This is a calculation undertaken by the Ministry of Social Development (“MSD”) which takes into account a person’s assets and income. It is a two-stage test.
Stage One: Asset Test
There are two asset limit thresholds to choose from, depending on your circumstances. For single people, or couples where both partners are in care, the higher limit of $256,554 (including all assets) will apply. For couples where one partner is in care, while the other remains in the family home, you are able to choose between using the higher threshold of $256,554 which includes all your assets, or a lower threshold of $140,495 which excludes the value of your home and your personal vehicle.
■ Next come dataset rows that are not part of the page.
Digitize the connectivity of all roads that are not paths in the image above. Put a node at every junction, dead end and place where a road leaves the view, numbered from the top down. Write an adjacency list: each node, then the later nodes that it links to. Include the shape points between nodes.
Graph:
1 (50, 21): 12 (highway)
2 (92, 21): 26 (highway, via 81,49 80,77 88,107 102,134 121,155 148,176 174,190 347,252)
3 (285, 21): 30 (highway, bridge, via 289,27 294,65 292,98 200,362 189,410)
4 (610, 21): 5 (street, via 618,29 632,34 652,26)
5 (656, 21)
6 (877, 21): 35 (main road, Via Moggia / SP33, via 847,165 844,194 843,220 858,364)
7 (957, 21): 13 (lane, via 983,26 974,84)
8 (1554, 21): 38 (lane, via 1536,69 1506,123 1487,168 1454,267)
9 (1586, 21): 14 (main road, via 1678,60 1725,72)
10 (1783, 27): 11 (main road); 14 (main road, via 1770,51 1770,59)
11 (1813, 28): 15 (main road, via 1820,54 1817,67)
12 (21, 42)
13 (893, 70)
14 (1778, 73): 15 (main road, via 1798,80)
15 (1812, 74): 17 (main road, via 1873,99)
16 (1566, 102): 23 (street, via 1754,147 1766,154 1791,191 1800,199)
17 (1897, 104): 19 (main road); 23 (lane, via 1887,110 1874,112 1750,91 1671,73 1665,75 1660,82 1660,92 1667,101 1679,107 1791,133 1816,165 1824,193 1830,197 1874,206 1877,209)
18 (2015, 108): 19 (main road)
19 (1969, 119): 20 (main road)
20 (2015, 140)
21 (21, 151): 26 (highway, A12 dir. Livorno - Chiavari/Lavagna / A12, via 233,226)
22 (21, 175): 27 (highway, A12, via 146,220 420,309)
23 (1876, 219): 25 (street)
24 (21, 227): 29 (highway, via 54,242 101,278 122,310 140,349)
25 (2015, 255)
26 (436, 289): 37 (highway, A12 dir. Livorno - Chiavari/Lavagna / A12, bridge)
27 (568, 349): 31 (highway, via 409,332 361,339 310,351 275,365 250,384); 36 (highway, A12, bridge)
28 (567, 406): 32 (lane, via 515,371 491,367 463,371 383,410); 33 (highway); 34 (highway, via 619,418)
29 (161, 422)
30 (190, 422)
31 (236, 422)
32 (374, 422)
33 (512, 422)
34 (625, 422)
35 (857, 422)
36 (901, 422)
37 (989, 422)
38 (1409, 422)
Assets include: cash or savings, investments and shares, life insurance polices with a surrender or cash asset value, loans made to other people (including family trusts), boats, caravans, campervans and investment properties. MSD may also consider the value of gifts that are above the gifting limit of $27,000 per couple (known as “excess gifts”), or any assets transferred to someone else during your lifetime for less than market value.
Debts can be offset against your assets, however this is at MSD’s discretion. The debts usually need to be third party debts, or connected directly to an asset disclosed in your asset test such as home loans (or loans to buy an occupation right), utility bills or personal loans with institutional lenders.
If you have settled assets into a trust, the trust assets are usually not considered as your own. They can however, be subject to scrutiny if there have been excess gifts, or if the trust derives an income.
If the total value of your assets under the applicable asset limits, then you are able to move on to the second stage of the means assessment, the income test.
Stage Two: Income Test
The underlying principle of the residential care subsidy legislation is that if you can pay for your own care, you should. That means all income that you have available to you must be paid towards your rest home care. There are some exceptions, but in most instances all income available to you should be directed to your rest home or care facility.
You can keep the following income per year:
- $1,114 for single people
- $2,228 for a couple when both have been assessed as needing care
- $3,341 for a couple where one partner has been assessed as needing care
When you are in care, your superannuation (less the above amounts annually) will go towards your rest home care.
If you have settled assets into a trust, and income is available from those trust assets or could be available (e.g. if the trust owns a house that can be sold), then MSD expects that the trust’s available income will be paid towards your care. If you do not get that income paid to you from the trust without good reason, MSD has discretion to consider it anyway. An example of this is where a trust owns a property where you have lived most of your life and the trustees decide not to sell the property. MSD may deem income from this asset, even if it is not actually being received.
Can I gift my money to my children or to a trust?
You can gift up to $27,000 per couple, per year, for up to 5 years prior to applying for a subsidy. In the 5 years prior to applying you can only gift $6,500 per person. You can gift over and above those amounts if the gift is in recognition of care but this has strict criteria and is considered on a case by case basis.
If you have historically gifted more than this, MSD has the discretion to consider those excess gifts as an asset of your own. This is true of all gifts, so will include gifts to trusts as well as gifts to people.
High house values at the moment means I will probably have assets over the asset limit because I own a house. What is the alternative if I can’t get a subsidy because I still own my home?
If you don’t qualify for a subsidy, you may be eligible for a residential care loan, which is similar to a reverse mortgage and means that you would owe MSD the costs of your care. Those costs then get paid on the sale of the property or within 12 months from the date of your death (whatever is sooner).
While applications are considered on a case-by-case basis, your home would need to be worth more than $256,554 and you must not have assets worth more than $15,000 (if single), or $30,000 (if a couple).
The above information is intended as general guidance only. This is a very specialised area of law, and each persons’ structures and circumstances are different, so each application warrants an individual approach. If there is a family trust or gifting involved then we recommend that you take legal advice prior to submitting an application to MSD, to ensure that you have provided the relevant information. There are many factors to consider, and the examples used may not apply in your situation.